Studio album by Peaking Lights
- Released: October 7, 2014
- Genre: Synth pop
- Length: 46:27
- Label: Weird World; Domino;
- Producer: Matt Thornley

Peaking Lights chronology
| Lucifer (2012) | Cosmic Logic (2014) | The Fifth State of Consciousness (2017) |

Singles from Cosmic Logic
- "Breakdown" Released: August 18, 2014; "Everyone and Us" Released: September 17, 2014;

= Cosmic Logic =

Cosmic Logic is the fourth studio album by California-based psychedelic pop duo Peaking Lights. It was released on October 7, 2014, via Weird World and Domino Recording Company, in LP, CD and digital formats.

The album, incorporating elements of experimental rock, dancehall and Afrobeat, was produced by former LCD Soundsystem guitarist Matt Thornley. "Breakdown" was released as the lead single on August 18, 2014, alongside a music video directed by Eugene Kotlyarenko. It was followed by the second single, "Everyone and Us", on September 17, 2014.

==Reception==

AllMusic's Fred Thomas remarked, "Peaking Lights simply push for greater clarity and articulation on Cosmic Logic, refining their approach but keeping the blurry balance of rhythm and sun-dazed psychedelia."

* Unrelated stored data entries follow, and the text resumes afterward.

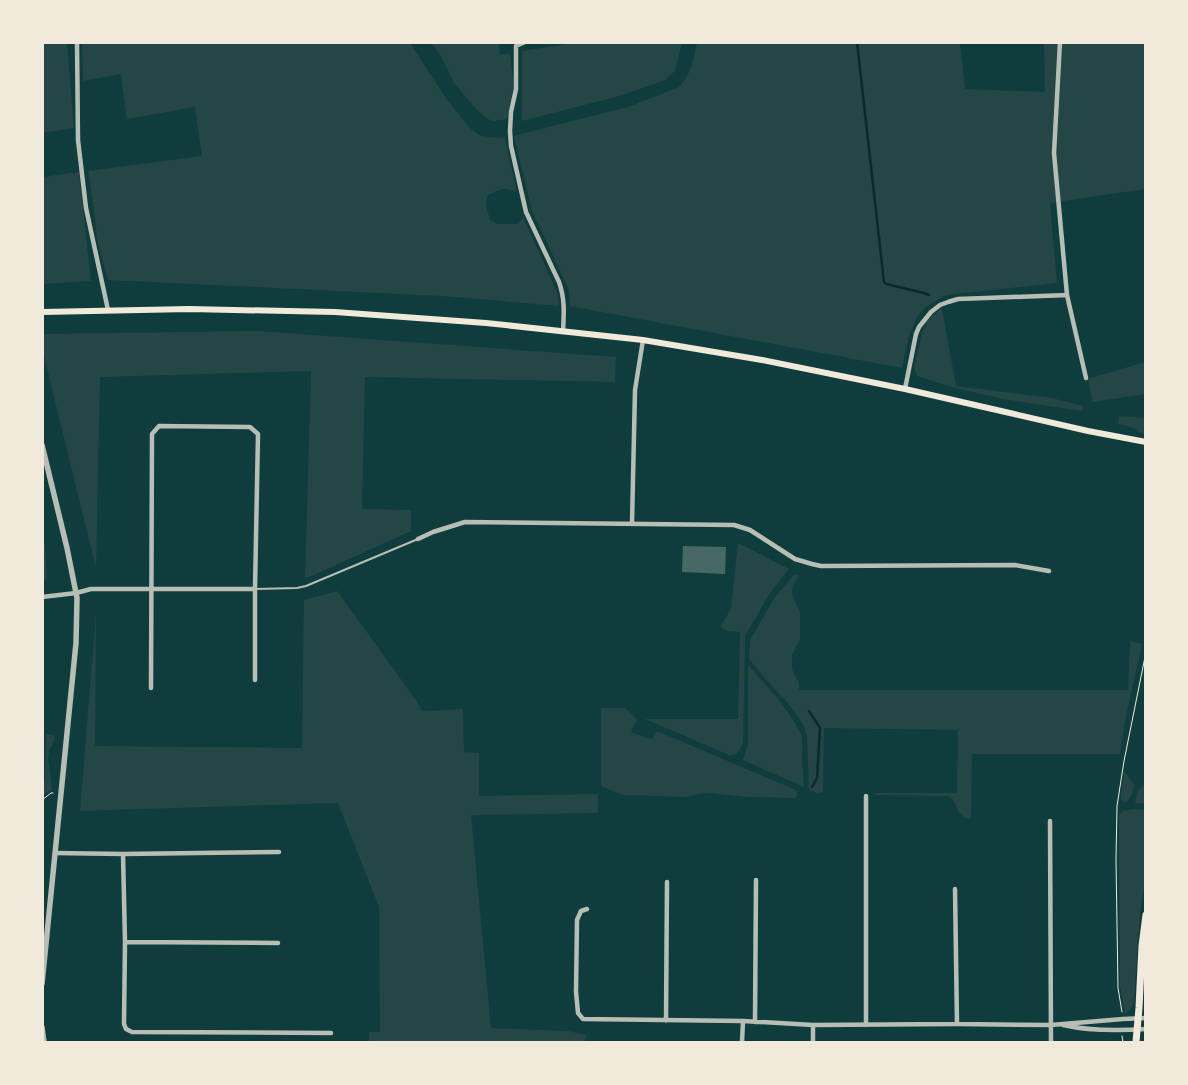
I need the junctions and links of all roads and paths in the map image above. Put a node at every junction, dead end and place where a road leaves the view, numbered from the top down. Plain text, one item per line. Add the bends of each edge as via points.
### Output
1 (77, 42) edge
2 (525, 42) edge
3 (1060, 42) edge
4 (1067, 295) junction
5 (108, 310) junction
6 (42, 312) edge
7 (563, 331) junction
8 (643, 340) junction
9 (1086, 378) dead end
10 (904, 389) junction
11 (1143, 441) edge
12 (42, 445) edge
13 (632, 524) junction
14 (418, 539) joint
15 (1049, 571) dead end
16 (151, 589) junction
17 (255, 589) junction
18 (76, 593) junction
19 (42, 597) edge
20 (1146, 652) edge
21 (255, 680) dead end
22 (151, 688) dead end
23 (866, 796) dead end
24 (1050, 821) dead end
25 (279, 852) dead end
26 (56, 853) junction
27 (123, 854) junction
28 (756, 880) dead end
29 (667, 882) dead end
30 (955, 889) dead end
31 (586, 909) dead end
32 (1146, 915) edge
33 (125, 942) junction
34 (278, 943) dead end
35 (42, 984) edge
36 (1142, 1018) edge
37 (1122, 1019) junction
38 (666, 1020) junction
39 (743, 1021) junction
40 (755, 1022) junction
41 (957, 1024) junction
42 (1057, 1024) junction
43 (813, 1025) junction
44 (866, 1025) junction
45 (1051, 1025) junction
46 (42, 1027) edge
47 (1146, 1029) edge
48 (1136, 1030) junction
49 (331, 1033) dead end
50 (44, 1042) edge
51 (742, 1042) edge
52 (813, 1042) edge
53 (1051, 1042) edge
54 (1136, 1042) edge

1 - 5 street via 78,140 86,208
2 - 7 street via 516,46 511,146 526,212 562,292
3 - 4 street via 1054,153
4 - 9 street
4 - 10 street via 958,300 940,305 916,334
5 - 6 main road
5 - 7 main road via 335,312
7 - 8 main road
8 - 10 main road
8 - 13 street via 635,390
10 - 11 main road
12 - 18 street
13 - 14 street via 466,522
13 - 15 street via 734,525 750,530 796,559 822,566 1015,565
14 - 17 lane via 306,586
16 - 17 street
16 - 17 street via 152,434 159,426 250,427 258,434
16 - 18 street via 91,589
16 - 22 street
17 - 21 street
18 - 19 street
18 - 26 street via 76,642
20 - 37 path via 1117,806 1118,988
23 - 44 street
24 - 45 street
25 - 27 street
26 - 27 street
26 - 35 street
27 - 33 street
28 - 40 street
29 - 38 street
30 - 41 street
31 - 38 street via 581,911 577,920 578,1013 583,1019
32 - 36 main road via 1142,946
33 - 34 street
33 - 49 street via 124,1024 132,1032
36 - 37 street
36 - 48 main road
37 - 42 street
38 - 39 street
39 - 40 street
39 - 51 street
40 - 43 street
41 - 44 street
41 - 45 street
42 - 45 street
42 - 48 street via 1078,1029
43 - 44 street
43 - 52 street
45 - 53 street
46 - 50 street
47 - 48 street
48 - 54 main road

Writing for Beat, the Sideman referred to the album as "a collection of short, spacey but not spaced-out psychedelic pop songs marks a significant change in direction for the Californian-based husband/wife duo." The album received a rating of six from Clash, whose reviewer Kim Hillyard noted it as "an entirely new trip" with "less ayahuasca haze, more intergalactic kitsch", "minimal metallic worms replace the fuzzy sunbeams," and "odd popping analogue synthesizers cut tropical disco shards."

Consequence's Sasha Geffen called Cosmic Logic "by far the most concrete work Peaking Lights have laid to tape, and at points it can hammer down too bluntly," noting its "dub-inflected synthpop" style. In a four-star review for DIY, Jamie Milton observed that the album is "rigid" and "sharp in delivery," stating "There's a density to these songs, too. It's not just a band speeding up the tempo and following the odd rule – their songwriting's become more complex." Scott Simpson, in his review for Exclaim!, noted the album's "all supremely catchy melodies, simple and almost spoken-word lyricism and constant use of repetition," rating it nine out of ten. Chris Jones of the Irish Times assigned the album a rating of four stars and commented, "on Cosmic Logic they've taken a scalpel to their sound."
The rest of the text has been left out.